When my husband died suddenly, the pain and heartbreak was devastating. It was the worst, most intense pain I had ever felt.
We were neighbors, schoolmates and friends from kindergarten through 12th grade. Although we took different paths after high school, we were lucky enough to reconnect later in life.
Our friendship, from years past, grew from a comfortable connection into a passionate, powerful real-life love with trust, respect, kindness and affection wrapped around it like a big, warm hug.
Life together was beautiful — better than either of us dreamed possible — until death claimed him.
I was inconsolable. I loved him so much. How could I possibly survive another heartbreak?
Though my heart was shattered, a surprising and unexpected emotion began to run through me. It was gratitude. Gratitude for being with him as he took his last breath. Gratitude for the friendship, life and love we shared. Gratitude that we got the opportunity for a second chance.
Since his death, grief has been my constant, not so welcome companion.
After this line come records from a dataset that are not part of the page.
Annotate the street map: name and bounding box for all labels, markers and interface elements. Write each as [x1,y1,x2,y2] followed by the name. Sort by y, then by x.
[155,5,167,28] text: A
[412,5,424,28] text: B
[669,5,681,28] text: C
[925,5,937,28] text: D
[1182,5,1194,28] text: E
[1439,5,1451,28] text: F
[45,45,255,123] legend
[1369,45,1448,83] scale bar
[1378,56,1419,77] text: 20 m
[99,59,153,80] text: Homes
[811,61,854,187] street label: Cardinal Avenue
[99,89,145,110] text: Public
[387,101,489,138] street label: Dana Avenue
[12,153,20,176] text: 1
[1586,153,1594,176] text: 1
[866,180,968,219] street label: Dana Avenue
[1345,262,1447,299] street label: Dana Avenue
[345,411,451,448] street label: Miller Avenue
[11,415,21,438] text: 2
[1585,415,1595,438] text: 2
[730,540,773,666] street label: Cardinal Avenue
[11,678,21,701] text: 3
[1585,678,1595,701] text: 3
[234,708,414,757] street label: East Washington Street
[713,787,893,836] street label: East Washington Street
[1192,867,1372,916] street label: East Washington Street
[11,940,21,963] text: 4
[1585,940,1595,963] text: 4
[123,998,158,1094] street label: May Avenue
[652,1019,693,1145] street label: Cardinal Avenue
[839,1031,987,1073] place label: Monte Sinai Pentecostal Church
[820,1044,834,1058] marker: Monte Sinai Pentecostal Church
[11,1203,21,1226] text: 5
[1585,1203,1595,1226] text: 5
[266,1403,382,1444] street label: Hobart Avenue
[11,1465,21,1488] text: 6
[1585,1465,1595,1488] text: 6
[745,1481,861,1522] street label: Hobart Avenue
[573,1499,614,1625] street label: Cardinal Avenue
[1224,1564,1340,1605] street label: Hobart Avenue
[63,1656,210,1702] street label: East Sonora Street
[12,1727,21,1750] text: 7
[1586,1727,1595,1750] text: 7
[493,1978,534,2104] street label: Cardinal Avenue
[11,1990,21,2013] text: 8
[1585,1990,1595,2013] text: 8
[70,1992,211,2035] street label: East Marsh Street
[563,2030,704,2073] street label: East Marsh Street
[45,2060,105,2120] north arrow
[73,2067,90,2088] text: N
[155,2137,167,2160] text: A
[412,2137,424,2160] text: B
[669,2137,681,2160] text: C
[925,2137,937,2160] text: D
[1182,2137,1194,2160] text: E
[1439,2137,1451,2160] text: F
Alongside that grief, though, is deep gratitude.
. . .
It hurts like hell to lose someone you love… yet we dared to love again, and it was so worth it.
Anytime you love, you risk heartbreak. Yet, despite the hopelessness of it, you can recover, and often, out of your anguish, a better version of you emerges.
The experience of heartbreak many times over has reshaped my life in unimaginable ways. I‘ve gained an appreciably new respect for life, valuable insight and perspective about loss and heartbreak.
My hope for you is that when heartbreak happens because you’ve lost something you value or someone you love, as you surely will, remember that you are a brave human being because you dared open your heart to love.
Please also remember that you have the power within to heal.
Do not become solitary and close yourself off from others. Rather, become the one whom others can look to and depend on.